В последующий период, в эпоху после крещения Руси, русский исторический эпос (легенды, предания, исторические песни, в том числе и дружинные) продолжал развиваться. Современные былины сохранили в своем составе остатки многих реальных исторических фактов и имен домонгольского периода, свидетельствующие о широком развитии народного эпоса в XI–XIII вв. Князь Владимир, Добрыня, новгородский купец Садко, новгородский сотский Ставр, Иван Данилович — вое это реальные исторические имена, своевременно отмеченные русскою летописью. До сих пор былины, которые поются на севере, среди лесов, болот, быстрых порожистых рек и озер, помнят привольную южнорусскую природу: широкое чисто поле, дубы, степную ковыль-траву и полынь, о запахе которой, способном возбудить тоску по родине у того, кто родился в степях, поэтически рассказывает Ипатьевская летопись.19
Все это свидетельствует о силе древней киевской былевой поэзии, выработавшей такие поэтические произведения, жизненная стойкость которых превозмогла почти тысячелетний период огромной и трудной истории русского народа.
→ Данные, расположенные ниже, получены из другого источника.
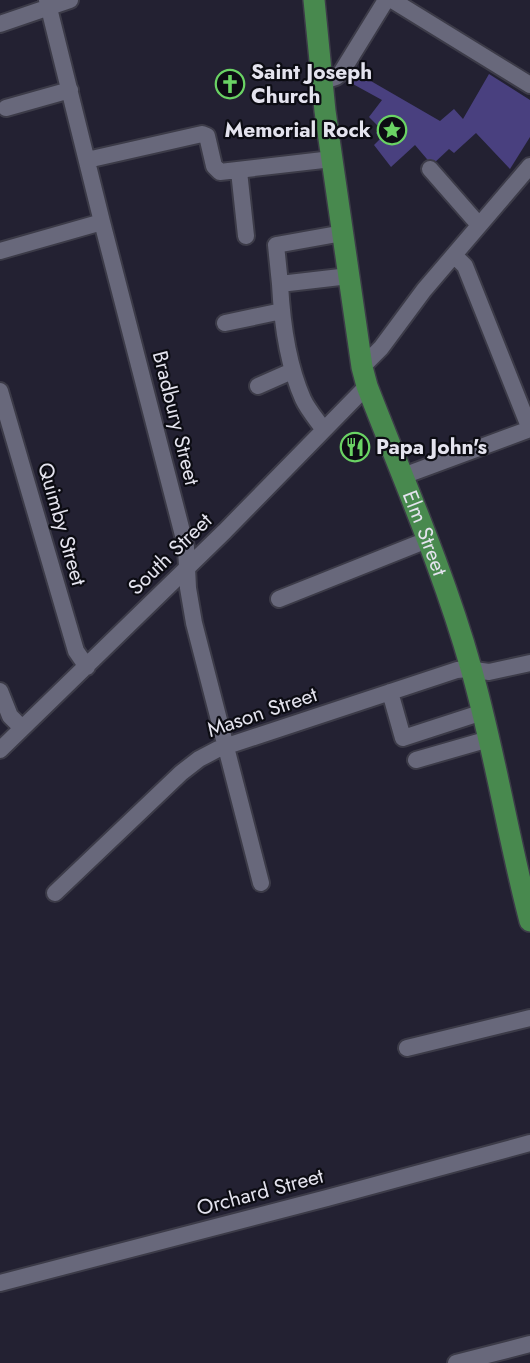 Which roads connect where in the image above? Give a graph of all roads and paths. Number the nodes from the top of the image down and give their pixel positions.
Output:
1 (70, 0) edge
2 (314, 0) edge
3 (386, 0) edge
4 (392, 0) edge
5 (48, 3) edge
6 (0, 24) edge
7 (321, 82) junction
8 (530, 85) edge
9 (70, 90) junction
10 (6, 108) dead end
11 (333, 159) junction
12 (87, 160) junction
13 (530, 166) edge
14 (430, 169) dead end
15 (238, 171) junction
16 (102, 222) junction
17 (479, 225) junction
18 (343, 233) junction
19 (246, 236) dead end
20 (0, 251) edge
21 (454, 255) junction
22 (349, 276) junction
23 (280, 284) junction
24 (282, 311) junction
25 (225, 323) dead end
26 (292, 371) junction
27 (364, 376) junction
28 (258, 386) dead end
29 (0, 391) edge
30 (527, 410) edge
31 (530, 429) edge
32 (324, 430) junction
33 (403, 476) junction
34 (427, 540) junction
35 (188, 568) junction
36 (279, 599) dead end
37 (530, 663) edge
38 (87, 667) junction
39 (472, 669) junction
40 (0, 691) edge
41 (390, 692) junction
42 (483, 712) junction
43 (22, 728) junction
44 (489, 739) junction
45 (226, 746) junction
46 (0, 750) edge
47 (416, 760) dead end
48 (261, 883) dead end
49 (55, 893) dead end
50 (530, 921) edge
51 (530, 1018) edge
52 (407, 1048) dead end
53 (530, 1143) edge
54 (0, 1283) edge
55 (530, 1344) edge
56 (456, 1363) edge

1 - 5 street
2 - 7 main road, Elm Street
3 - 7 street
4 - 8 street
5 - 6 street
5 - 9 street, Bradbury Street
7 - 11 main road, Elm Street
9 - 10 street
9 - 12 street, Bradbury Street
11 - 15 street
11 - 18 main road, Elm Street
12 - 15 street
12 - 16 street, Bradbury Street
13 - 17 street, South Street
14 - 17 street
15 - 19 street
16 - 20 street
16 - 35 street, Bradbury Street
17 - 21 street, South Street
18 - 22 main road, Elm Street
18 - 23 street
21 - 27 street, South Street
21 - 30 street
22 - 23 street
22 - 27 main road, Elm Street
23 - 24 street
24 - 25 street
24 - 26 street
26 - 28 street
26 - 32 street
27 - 32 street, South Street
27 - 33 main road, Elm Street
29 - 38 street, Quimby Street
30 - 31 street
31 - 33 street
32 - 35 street, South Street
33 - 34 main road, Elm Street
34 - 36 street
34 - 39 main road, Elm Street
35 - 38 street, South Street
35 - 45 street, Bradbury Street
37 - 39 street, Mason Street
38 - 43 street, South Street
39 - 41 street, Mason Street
39 - 42 main road, Elm Street
40 - 43 street
41 - 42 street
41 - 45 street, Mason Street
42 - 44 main road, Elm Street
43 - 46 street, South Street
44 - 47 street
44 - 50 main road, Elm Street
45 - 48 street, Bradbury Street
45 - 49 street, Mason Street
51 - 52 street
53 - 54 street, Orchard Street
55 - 56 street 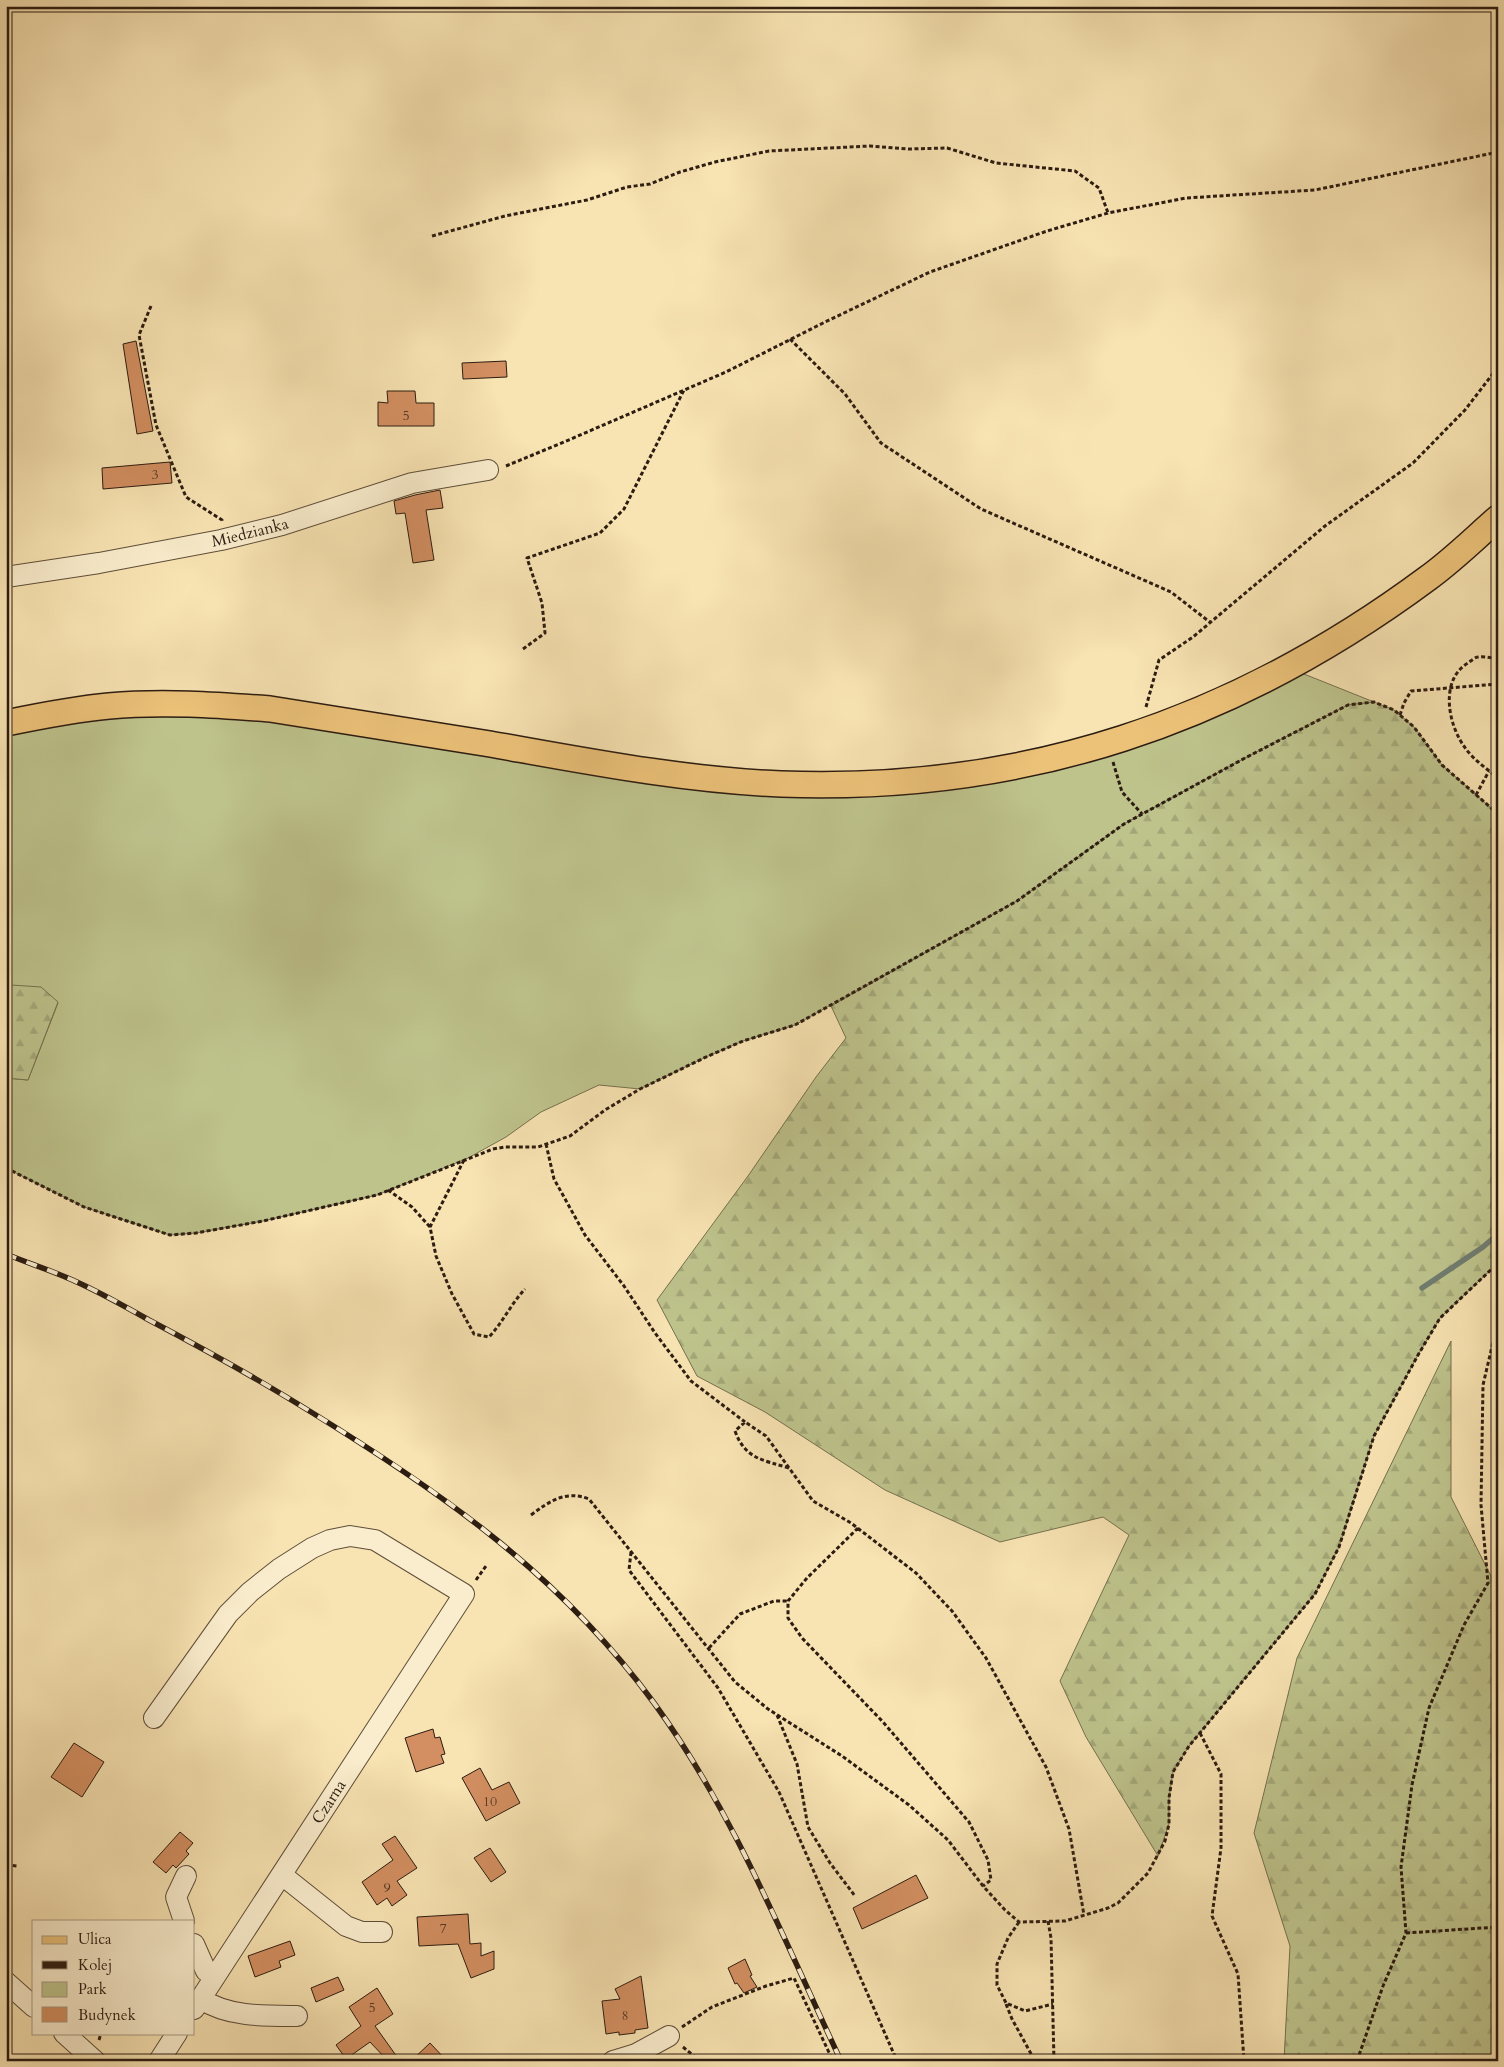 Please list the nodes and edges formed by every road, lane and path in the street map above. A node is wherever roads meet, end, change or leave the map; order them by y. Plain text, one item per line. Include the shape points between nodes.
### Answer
1 (1498, 152) edge
2 (1108, 213) junction
3 (432, 236) dead end
4 (151, 306) dead end
5 (790, 339) junction
6 (1498, 367) edge
7 (684, 390) junction
8 (488, 470) joint
9 (1498, 518) edge
10 (221, 540) junction
11 (6, 577) edge
12 (1211, 622) junction
13 (524, 649) dead end
14 (1498, 659) edge
15 (1498, 684) edge
16 (1450, 688) junction
17 (1400, 715) junction
18 (6, 723) edge
19 (1144, 732) junction
20 (1109, 744) junction
21 (1489, 771) junction
22 (1498, 778) edge
23 (1476, 795) junction
24 (1142, 814) junction
25 (1498, 814) edge
26 (546, 1144) junction
27 (465, 1160) junction
28 (6, 1168) edge
29 (388, 1190) junction
30 (430, 1227) junction
31 (1498, 1263) edge
32 (525, 1288) dead end
33 (1498, 1321) edge
34 (745, 1422) junction
35 (789, 1468) junction
36 (531, 1515) dead end
37 (858, 1528) junction
38 (631, 1552) junction
39 (788, 1601) junction
40 (709, 1648) junction
41 (777, 1715) junction
42 (154, 1718) dead end
43 (1200, 1733) junction
44 (6, 1864) edge
45 (16, 1866) dead end
46 (282, 1875) junction
47 (186, 1876) dead end
48 (983, 1886) junction
49 (855, 1896) dead end
50 (1084, 1915) junction
51 (184, 1920) edge
52 (1048, 1921) junction
53 (1019, 1922) junction
54 (1498, 1927) edge
55 (382, 1932) dead end
56 (1406, 1933) junction
57 (195, 1946) edge
58 (215, 1976) junction
59 (6, 1982) edge
60 (1006, 2002) junction
61 (32, 2004) edge
62 (197, 2004) edge
63 (1053, 2004) junction
64 (297, 2016) dead end
65 (65, 2034) edge
66 (176, 2034) edge
67 (669, 2036) joint
68 (95, 2061) edge
69 (159, 2061) edge
70 (613, 2061) edge
71 (833, 2061) edge
72 (897, 2061) edge
73 (1035, 2061) edge
74 (1054, 2061) edge
75 (1244, 2061) edge
76 (1357, 2061) edge

1 - 2 path via 1315,190 1186,198
2 - 3 path via 1098,188 1075,171 996,163 948,148 909,150 870,146 769,151 715,162 650,184
2 - 5 path via 930,272
4 - 10 path via 139,335 156,425 186,498 222,520
5 - 7 path
5 - 12 path via 845,394 881,443 981,509 1171,592
6 - 12 path via 1465,410 1413,463 1325,526
7 - 8 path via 519,461
7 - 13 path via 624,509 600,533 527,558 542,603 545,633
8 - 10 street, Miedzianka via 412,483 282,525
9 - 19 main road via 1431,576 1355,629 1232,697
10 - 11 street, Miedzianka
12 - 19 path via 1159,660 1145,709
14 - 16 path via 1478,657 1463,666
15 - 16 path
16 - 17 path via 1411,691
16 - 21 path via 1454,726 1466,749
17 - 23 path via 1414,727 1442,765
17 - 24 path via 1374,702 1348,705
18 - 20 main road via 109,706 177,704 270,709 626,768 782,784 884,783 957,776 1016,767
19 - 20 main road
20 - 24 path via 1122,792
21 - 22 path
21 - 23 path
23 - 25 path
24 - 26 path via 1017,901 795,1026 743,1042 698,1061 605,1110 570,1136
26 - 27 path via 505,1147
26 - 34 path via 554,1179 585,1235 655,1333 691,1381
27 - 29 path
27 - 30 path
28 - 29 path via 84,1207 170,1235 263,1221
29 - 30 path via 412,1207
30 - 32 path via 436,1256 474,1334 489,1337 502,1324 514,1300
31 - 43 path via 1440,1318 1418,1355 1374,1436 1339,1547 1315,1594
33 - 56 path via 1482,1385 1481,1505 1488,1583 1464,1625 1428,1708 1412,1785 1401,1867
34 - 35 path via 766,1436
34 - 35 path via 735,1431 740,1445 756,1458
35 - 37 path via 813,1501
36 - 38 path via 554,1500 577,1494 589,1499
37 - 39 path via 806,1578
37 - 50 path via 922,1580 952,1611 986,1658 1046,1767 1069,1828
38 - 40 path
38 - 72 path via 629,1570 718,1688 779,1792
39 - 40 path via 774,1602 740,1614
39 - 48 path via 788,1618 802,1638 883,1722 969,1822 988,1860 991,1880
40 - 41 path via 735,1682
41 - 48 path via 842,1756 909,1805 948,1840
41 - 49 path via 797,1764 808,1827
42 - 46 street, Czarna via 228,1614 279,1569 330,1540 350,1536 375,1540 464,1594
43 - 50 path via 1172,1772 1165,1841 1148,1873 1118,1903
43 - 75 path via 1221,1774 1221,1848 1212,1916 1238,1974
44 - 45 path
46 - 55 street via 346,1926 362,1932
46 - 58 street, Czarna
47 - 51 street via 176,1897
48 - 53 path
50 - 52 path via 1064,1921
52 - 53 path
52 - 63 path
53 - 60 path via 997,1964 996,1985
54 - 56 path
56 - 76 path
57 - 58 street via 206,1971
58 - 62 street, Czarna
59 - 61 street
60 - 63 path via 1025,2011
60 - 73 path
62 - 64 street via 258,2016
63 - 74 path
65 - 68 street
66 - 69 street
67 - 70 street via 636,2054
67 - 71 path via 712,2007 794,1978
Но о силе патриотического сознания свидетельствуют в дописьменный период русской истории не только произведения фольклора. Об этом говорят и договоры с греками, которые заключались князьями не только от своего имени, но и от имени всего русского народа («языка») в целом: «от Игоря и от всех боляр, и от всех людей страны Руськыя».20 Заключая договор» русские князья требовали точного соблюдения его условий от греков на все последующие годы и сами обещали хранить его, «доньдеже солнъце сияеть, и весь мир стоить в нынешняя векы и в будущая».21
II
БОРЬБА РУСИ ЗА СВОЮ КУЛЬТУРНУЮ САМОСТОЯТЕЛЬНОСТЬ ПРИ ЯРОСЛАВЕ МУДРОМ
Правительственное введение на Руси христианства приобщило русский народ к древнейшей христианской европейской культуре Византии. Византия в конце X в. была наиболее культурной страной тогдашней Европы; в ней соединялись местные традиции, идущие еще от античности, с культурными традициями всего Средиземноморья, теснейшим образом связанного с Византийской империей. Центральное положение Византии между европейским Севером и азиатским Востоком, африканским Югом и Западом Европы делало ее средоточием всей передовой мировой культуры. Принятие христианства принесло Руси целый ряд и культурных и политических выгод, отвечало потребностям феодализировавшегося русского государства, но оно же грозило молодому новообращенному народу рядом серьезных опасностей.
До самого падения Константинополя императорская власть представлялась в Византии властью всемирною и исключительною. Несмотря на несоответствие этих претензий реальному положению дел, греческие политические деятели не допускали возможности существования рядом с византийским императором равных ему по силе и независимых от него властителей. Только император ромеев мог быть единственным главою всех христиан, и в глазах византийцев эта теория освящалась доводами богословия.